Vivarium

Vivarium
Vivarium
Genre: Sci-Fi
Director: Lorcan Finnegan
Release Year: 2019
Runtime: 1h 37min

There must be a name for the genre in which films like Vivarium sit. Movies that feel more like an episode of The Twilight Zone or Black Mirror than they do a fleshed-out motion picture. A high-concept, sci-fi and/or horror jewel box that isolates the viewer in single location with a very limited cast of two to four characters. As those characters’ relationships and the claustrophobia increase day-after-day, the tension and dread builds. Think We Need to Talk About Kevin or Ex Machina. Or, a more recent example, I’m Thinking of Ending Things.

There’s not a super-easy way to explain this movie. But it does start with a little film about the lifecycle of the cuckoo. A bird who apparently lays its eggs in other bird’s nests, leaving their offspring to be raised by others. A weird, parasitic trait that ties in with the plot of the movie in a very direct way. The transition from this science-class-feeling film to the movie itself is a little jarring, and in retrospect seems unnecessary and a bit too obvious. Maybe it could have been woven in at the end somehow, but its inclusion is just a little too much sausage making reveal as to what is going to happen and what happens in the movie itself.
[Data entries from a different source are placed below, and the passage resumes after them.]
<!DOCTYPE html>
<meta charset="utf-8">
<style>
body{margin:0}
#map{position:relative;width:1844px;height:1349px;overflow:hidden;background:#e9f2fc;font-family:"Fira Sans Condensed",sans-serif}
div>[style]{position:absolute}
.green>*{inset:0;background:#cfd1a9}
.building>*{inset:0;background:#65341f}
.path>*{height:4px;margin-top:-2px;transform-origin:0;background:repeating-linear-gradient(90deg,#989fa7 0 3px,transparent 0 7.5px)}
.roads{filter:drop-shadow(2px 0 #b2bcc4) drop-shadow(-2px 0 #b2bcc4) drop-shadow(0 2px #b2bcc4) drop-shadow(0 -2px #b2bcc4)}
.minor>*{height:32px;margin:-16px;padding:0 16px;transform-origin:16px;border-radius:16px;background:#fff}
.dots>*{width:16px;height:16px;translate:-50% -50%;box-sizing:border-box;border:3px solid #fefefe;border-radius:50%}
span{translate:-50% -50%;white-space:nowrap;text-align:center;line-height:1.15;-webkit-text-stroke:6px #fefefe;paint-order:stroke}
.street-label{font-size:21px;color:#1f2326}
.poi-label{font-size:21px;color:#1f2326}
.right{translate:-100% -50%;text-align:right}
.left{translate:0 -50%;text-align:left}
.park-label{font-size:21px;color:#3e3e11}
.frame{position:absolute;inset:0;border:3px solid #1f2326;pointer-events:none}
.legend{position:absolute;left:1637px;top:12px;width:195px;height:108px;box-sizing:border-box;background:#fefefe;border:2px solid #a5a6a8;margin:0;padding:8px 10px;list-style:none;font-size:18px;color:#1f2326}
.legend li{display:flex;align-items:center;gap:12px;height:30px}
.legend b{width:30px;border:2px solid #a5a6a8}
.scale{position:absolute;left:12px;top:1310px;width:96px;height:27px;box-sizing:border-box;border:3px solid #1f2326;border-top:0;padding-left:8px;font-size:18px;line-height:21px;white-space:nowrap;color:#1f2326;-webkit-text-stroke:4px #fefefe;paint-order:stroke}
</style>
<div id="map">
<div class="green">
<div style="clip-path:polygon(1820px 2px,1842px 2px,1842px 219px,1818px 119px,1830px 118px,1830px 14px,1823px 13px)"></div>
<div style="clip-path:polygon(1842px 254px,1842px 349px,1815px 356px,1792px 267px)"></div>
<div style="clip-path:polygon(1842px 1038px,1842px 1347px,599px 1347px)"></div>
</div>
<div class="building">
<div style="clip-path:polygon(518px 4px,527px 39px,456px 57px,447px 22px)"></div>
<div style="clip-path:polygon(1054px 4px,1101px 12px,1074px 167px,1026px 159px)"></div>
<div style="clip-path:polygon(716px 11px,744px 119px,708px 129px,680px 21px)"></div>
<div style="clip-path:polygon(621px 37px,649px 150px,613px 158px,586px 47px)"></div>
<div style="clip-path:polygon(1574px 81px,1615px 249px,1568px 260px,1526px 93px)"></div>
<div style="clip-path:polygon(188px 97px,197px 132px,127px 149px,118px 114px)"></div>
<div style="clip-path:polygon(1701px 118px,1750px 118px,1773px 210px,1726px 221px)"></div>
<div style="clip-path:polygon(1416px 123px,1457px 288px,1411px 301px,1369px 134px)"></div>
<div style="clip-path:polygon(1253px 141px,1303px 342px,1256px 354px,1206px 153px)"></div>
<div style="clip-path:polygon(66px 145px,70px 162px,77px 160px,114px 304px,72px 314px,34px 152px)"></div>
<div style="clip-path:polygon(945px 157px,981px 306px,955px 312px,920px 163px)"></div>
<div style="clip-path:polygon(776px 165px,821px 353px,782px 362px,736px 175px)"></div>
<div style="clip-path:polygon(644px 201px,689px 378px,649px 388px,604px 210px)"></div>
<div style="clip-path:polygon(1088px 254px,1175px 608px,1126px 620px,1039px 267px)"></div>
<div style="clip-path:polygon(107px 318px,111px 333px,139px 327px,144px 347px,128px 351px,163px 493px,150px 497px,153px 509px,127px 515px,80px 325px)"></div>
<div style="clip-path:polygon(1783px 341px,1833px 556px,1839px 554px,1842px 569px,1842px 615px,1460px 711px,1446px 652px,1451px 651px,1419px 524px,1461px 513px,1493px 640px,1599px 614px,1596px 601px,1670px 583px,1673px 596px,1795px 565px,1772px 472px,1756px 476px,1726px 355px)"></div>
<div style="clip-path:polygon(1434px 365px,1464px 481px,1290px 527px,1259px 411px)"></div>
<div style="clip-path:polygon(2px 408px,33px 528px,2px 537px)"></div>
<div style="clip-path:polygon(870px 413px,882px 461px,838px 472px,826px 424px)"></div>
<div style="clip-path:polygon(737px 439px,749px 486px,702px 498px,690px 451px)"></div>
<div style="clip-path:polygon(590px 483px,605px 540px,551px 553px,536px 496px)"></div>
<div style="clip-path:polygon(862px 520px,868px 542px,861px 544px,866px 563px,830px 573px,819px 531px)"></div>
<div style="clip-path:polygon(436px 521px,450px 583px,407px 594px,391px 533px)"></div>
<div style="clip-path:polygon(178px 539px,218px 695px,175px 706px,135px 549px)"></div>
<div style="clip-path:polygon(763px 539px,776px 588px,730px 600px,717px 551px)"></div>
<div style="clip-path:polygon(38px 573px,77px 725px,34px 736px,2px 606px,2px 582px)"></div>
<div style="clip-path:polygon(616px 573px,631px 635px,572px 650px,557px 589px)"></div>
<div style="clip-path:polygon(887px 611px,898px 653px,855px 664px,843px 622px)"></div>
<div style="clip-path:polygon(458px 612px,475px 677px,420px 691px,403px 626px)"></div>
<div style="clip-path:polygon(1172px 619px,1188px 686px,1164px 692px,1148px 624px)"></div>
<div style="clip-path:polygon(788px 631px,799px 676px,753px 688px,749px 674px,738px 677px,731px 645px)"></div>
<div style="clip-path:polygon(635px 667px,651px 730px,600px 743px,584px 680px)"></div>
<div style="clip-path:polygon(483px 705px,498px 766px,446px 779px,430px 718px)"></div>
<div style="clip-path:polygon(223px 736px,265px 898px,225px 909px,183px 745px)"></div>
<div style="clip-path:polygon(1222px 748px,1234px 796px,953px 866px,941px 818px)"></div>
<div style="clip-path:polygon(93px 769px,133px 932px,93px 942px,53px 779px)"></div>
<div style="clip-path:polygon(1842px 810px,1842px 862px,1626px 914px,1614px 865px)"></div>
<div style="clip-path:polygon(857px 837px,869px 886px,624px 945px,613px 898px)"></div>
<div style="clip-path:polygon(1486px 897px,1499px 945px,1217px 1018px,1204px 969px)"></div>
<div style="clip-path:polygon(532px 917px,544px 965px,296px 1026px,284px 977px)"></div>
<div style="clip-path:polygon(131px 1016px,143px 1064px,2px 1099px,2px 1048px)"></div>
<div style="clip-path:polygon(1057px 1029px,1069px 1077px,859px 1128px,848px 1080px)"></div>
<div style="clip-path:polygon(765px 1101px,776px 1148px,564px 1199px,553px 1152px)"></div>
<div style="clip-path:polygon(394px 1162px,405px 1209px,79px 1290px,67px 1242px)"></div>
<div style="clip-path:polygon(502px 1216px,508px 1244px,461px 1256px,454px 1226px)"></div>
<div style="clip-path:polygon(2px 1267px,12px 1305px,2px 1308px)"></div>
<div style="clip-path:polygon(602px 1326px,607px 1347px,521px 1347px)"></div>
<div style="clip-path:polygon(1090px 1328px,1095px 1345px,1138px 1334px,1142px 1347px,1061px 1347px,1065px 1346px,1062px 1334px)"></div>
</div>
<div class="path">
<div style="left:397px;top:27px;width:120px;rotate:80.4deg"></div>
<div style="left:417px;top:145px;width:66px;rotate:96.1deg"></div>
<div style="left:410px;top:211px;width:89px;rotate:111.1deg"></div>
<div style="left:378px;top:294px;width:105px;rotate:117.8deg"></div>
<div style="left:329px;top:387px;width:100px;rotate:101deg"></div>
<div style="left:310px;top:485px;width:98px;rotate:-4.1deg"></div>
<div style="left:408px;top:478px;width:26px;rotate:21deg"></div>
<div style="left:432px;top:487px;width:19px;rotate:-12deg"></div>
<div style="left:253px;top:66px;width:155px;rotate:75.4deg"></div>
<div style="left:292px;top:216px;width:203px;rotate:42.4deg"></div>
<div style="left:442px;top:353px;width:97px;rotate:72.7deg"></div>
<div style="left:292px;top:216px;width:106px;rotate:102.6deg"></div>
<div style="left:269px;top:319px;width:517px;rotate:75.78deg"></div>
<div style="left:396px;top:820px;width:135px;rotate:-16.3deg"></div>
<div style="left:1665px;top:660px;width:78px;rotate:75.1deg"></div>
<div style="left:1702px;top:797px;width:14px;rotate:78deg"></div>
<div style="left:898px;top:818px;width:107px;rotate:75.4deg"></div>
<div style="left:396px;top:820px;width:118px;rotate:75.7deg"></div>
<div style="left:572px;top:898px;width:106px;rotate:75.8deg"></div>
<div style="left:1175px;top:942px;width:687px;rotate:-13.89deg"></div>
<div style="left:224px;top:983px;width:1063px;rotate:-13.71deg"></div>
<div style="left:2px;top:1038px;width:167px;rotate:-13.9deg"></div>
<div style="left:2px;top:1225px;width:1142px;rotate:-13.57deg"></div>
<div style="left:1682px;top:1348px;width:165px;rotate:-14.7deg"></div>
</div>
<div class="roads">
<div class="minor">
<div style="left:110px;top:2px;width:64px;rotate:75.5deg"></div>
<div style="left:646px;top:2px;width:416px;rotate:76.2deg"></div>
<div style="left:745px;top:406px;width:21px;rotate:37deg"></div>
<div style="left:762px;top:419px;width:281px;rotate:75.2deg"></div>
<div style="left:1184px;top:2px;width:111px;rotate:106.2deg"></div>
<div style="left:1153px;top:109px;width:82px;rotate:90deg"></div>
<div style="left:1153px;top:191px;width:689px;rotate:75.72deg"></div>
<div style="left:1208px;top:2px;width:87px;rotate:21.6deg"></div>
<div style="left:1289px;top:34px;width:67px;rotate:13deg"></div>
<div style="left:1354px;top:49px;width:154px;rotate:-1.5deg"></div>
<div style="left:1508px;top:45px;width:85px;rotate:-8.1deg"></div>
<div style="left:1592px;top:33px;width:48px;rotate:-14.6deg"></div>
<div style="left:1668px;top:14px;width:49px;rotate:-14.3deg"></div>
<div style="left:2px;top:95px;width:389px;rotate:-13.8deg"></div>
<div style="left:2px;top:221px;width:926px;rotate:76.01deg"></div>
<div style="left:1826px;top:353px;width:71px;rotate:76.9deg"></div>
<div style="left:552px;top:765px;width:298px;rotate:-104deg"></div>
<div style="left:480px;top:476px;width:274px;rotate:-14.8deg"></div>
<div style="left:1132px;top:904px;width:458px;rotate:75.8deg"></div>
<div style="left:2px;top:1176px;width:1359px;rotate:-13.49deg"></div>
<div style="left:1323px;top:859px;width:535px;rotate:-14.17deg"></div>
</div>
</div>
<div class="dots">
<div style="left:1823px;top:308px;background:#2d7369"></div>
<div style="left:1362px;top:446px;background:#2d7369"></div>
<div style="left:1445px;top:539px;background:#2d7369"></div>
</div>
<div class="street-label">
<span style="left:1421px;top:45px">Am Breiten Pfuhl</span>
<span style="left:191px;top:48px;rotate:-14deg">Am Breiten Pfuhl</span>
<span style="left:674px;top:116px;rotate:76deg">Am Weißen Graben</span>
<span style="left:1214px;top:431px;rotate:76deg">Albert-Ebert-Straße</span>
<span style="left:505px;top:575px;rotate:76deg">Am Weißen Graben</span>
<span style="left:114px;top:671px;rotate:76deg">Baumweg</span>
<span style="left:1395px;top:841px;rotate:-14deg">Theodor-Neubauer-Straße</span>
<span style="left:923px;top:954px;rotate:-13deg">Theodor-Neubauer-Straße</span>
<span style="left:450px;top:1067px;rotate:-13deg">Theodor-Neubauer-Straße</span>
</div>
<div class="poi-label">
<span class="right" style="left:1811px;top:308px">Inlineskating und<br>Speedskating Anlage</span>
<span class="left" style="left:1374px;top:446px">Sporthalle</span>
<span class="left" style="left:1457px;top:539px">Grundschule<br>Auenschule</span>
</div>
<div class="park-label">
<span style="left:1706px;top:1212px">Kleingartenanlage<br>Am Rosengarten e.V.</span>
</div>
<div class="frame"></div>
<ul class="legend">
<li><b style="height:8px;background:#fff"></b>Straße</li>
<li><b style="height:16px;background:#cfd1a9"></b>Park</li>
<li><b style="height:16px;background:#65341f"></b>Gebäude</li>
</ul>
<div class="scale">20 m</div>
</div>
All that out of the way, the simplest way to outline the narrative is to start with our young couple, Tom (Jesse Eisenberg) and Gemma (Imogen Poots). A reunion for the actors from their Solitary Man days. They live somewhere in Europe — maybe Belgium, maybe Ireland? Which immediately puts a weird, foreign angle on the film. And makes you wonder why the Tom character — who seems singularly American — is in this place. Anyhow, they immediately feel off as a couple to me, but maybe that was unintentional and just the awkwardness of the script? Or maybe it’s just the visual of Eisenberg and Poots together that feels discordant. They are clearly debating taking their relationship to the next level and committing to be becoming adults and purchasing a home together. They end up in an odd real estate agent office, are driven out to a creepy subdivision of identical houses by a weird real estate agent and left there by him. Why they agree to this in the first place is immaterial, apparently, but…

Once they realize the agent has ditched them and that the community is a maze that is impossible to escape, they are gifted a baby to raise by some mysterious force. With the promise that if they raise the child, they’ll be released. Every attempt to escape exhausted, they settle in and give in to their isolated life. The baby turns out to be a freak who talks in adult voices and mimics them and screams for food. He is clearly not a normal child, as he also grows in a sped-up time-lapse way. Remember the cuckoo film? Yeah…

The set design and production feels like a mashup of Edward Scissorhands-era Tim Burton and a surreal Michel Gondry vibe. It’s pretty cool and effective and is impressive given what I imagine was a pretty small budget. But the movie itself leans too heavily on the look and feel of the thing in lieu of a propulsive plot. Same goes for the very narrow concept. They take that cuckoo thing to heart in a real way. Someone clearly learned about that aviary behavior and fell in love with the weirdness of it. And in trying to apply it very specifically to this psychological horror film (that only kind of sort-of tacked on sci-fi in order to make anything make any sense) kind of boxed themselves in. And that’s why it felt more like a Black Mirror episode than a feature. It could have easily been 45 minutes and been tighter and more intense. Instead we get into the Melancholia area, where we’re just kind of biding our time as the inevitable result reveals itself. Though that was a very different film.

Ultimately, was this a good film? It was just ok on the whole. Are there pieces of it that had real promise, though? Sure. The director, Lorcan Finnegan, has a very strong POV and a very cool style. He does a very good job of creating a looping sense of dread, despair and desperation. Which, again, if it could remain focused in a shorter timeframe would have been great. But that get-on-with-it sense did kick in at some point when the visuals weren’t enough to support the sagging narrative. That said, I would definitely check out Finnegan’s next film (whatever it may be), as this has the hallmarks of things I like and seems to be his jam based on his previous work. Look, if you’re into oddball, little genre films that are guaranteed to make your skin crawl a bit, this might be up your alley. Just don’t go in expecting miracles.